Bahar / Spring, with a brief prelude of galvanized guitar drone entitled Seeds, brings a tidal rush of optimism at the midpoint of the album’s arc, which travels a path through stages of longing, questing for love, peace, and reunion. At each new bridge, Ozgu’s melody floats, restless but steadfastly expanding, over the turbulence of the relentless orchestration that surges and swirls beneath. Then the light of the sun, in Güneş Türküsü / Sun’s Song irradiates the listener with the rays of a sixties rock ballad. A slippery instrumental passage takes chromatic risks but ultimately delivers the vocalist to a new height of confidence.
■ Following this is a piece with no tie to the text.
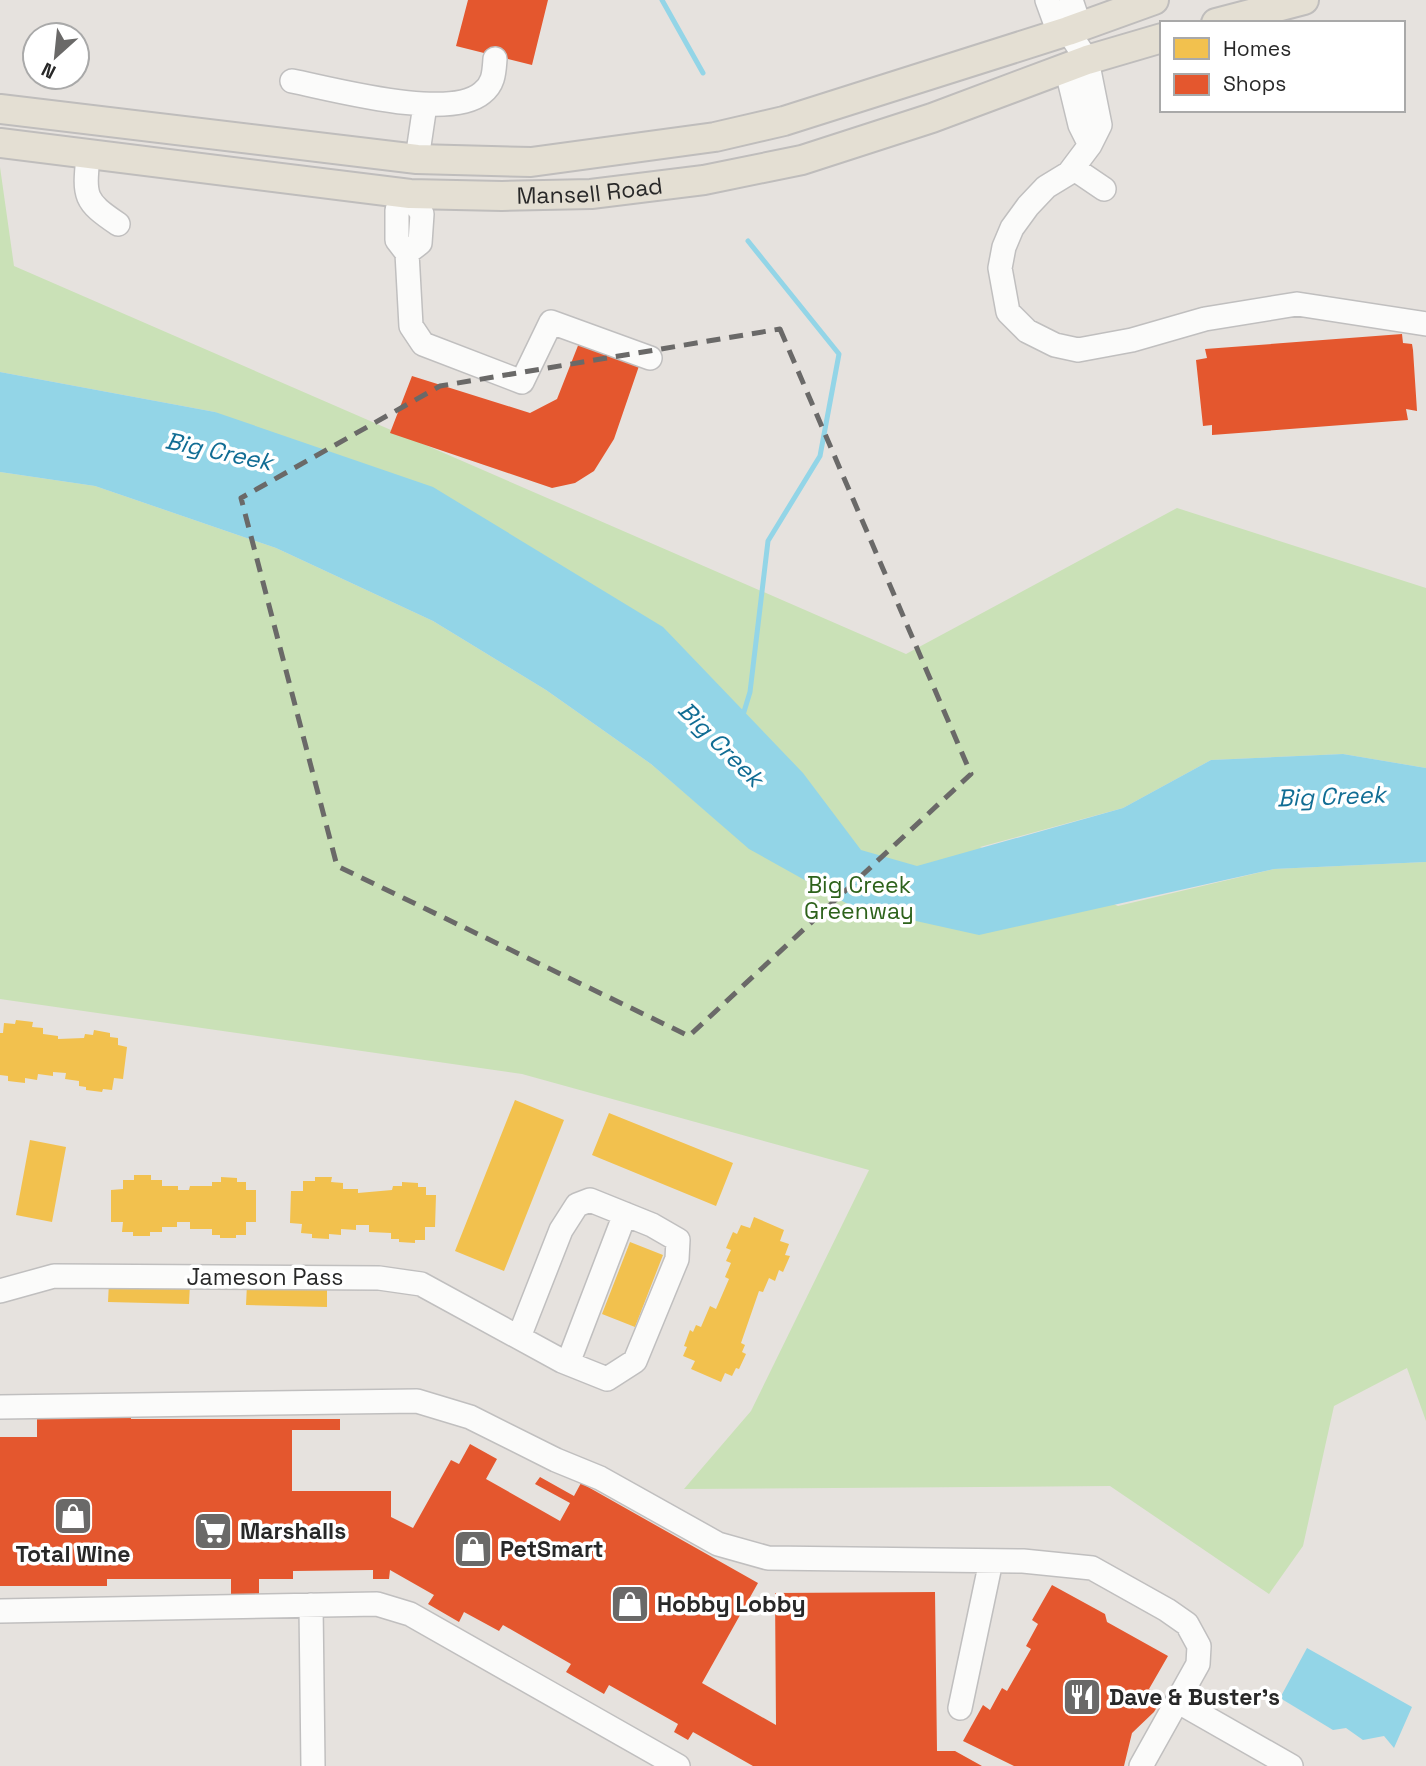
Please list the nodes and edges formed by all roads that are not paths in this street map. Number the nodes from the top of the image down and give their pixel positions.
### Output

The imperial tone of the intro to Green Handkerchief and reversion to a melodic minor key reprises the inevitable interference pattern that returns again to supplant the growth that the singer has been nurturing with complications. İstanbul’dan Üsküdar’a Yol Gider / Road From Istanbul to Uskudar begins the pilgrimage through a harsh landscape of fragmented emotions that wander from horror to helplessness as the world becomes too real and still more confusing to the spirit. A tone of lamentation then overcomes our troubadour as she casts her thoughts homeward over alternately sparkling and apocalyptic guitar in Selanik Türküsü / Song of Thessaloniki and towards an attempt to balance resistance with an acceptance of destiny in the languid lyrics of Uyuttum Atları / I Lulled Horses to Sleep:
“I gave the world my dreams
and they wanted to take my life.”
At the end of this cycle, there is only one destination left, as Tutam Yar Elinden / Wish I Could Take Your Hand, resolves in the intuited peace that welcomes her beyond the confines of memory and earthly strife. Her voice fades into the ascending guitar and rises on waves of clattering drums into a new space, with, hopefully, roses and peace and a decisive final clarity.
Uprooted takes the listener on a voyage of imagination. Always fearlessly rising, Minor Empire provides lush musical scenery and never succumbs to the perils of disaster and despair and doubt which plague those who remain rooted in the temporal plane, but persist towards another world that holds the promise of true soul nourishment, and a new home for hungry roots.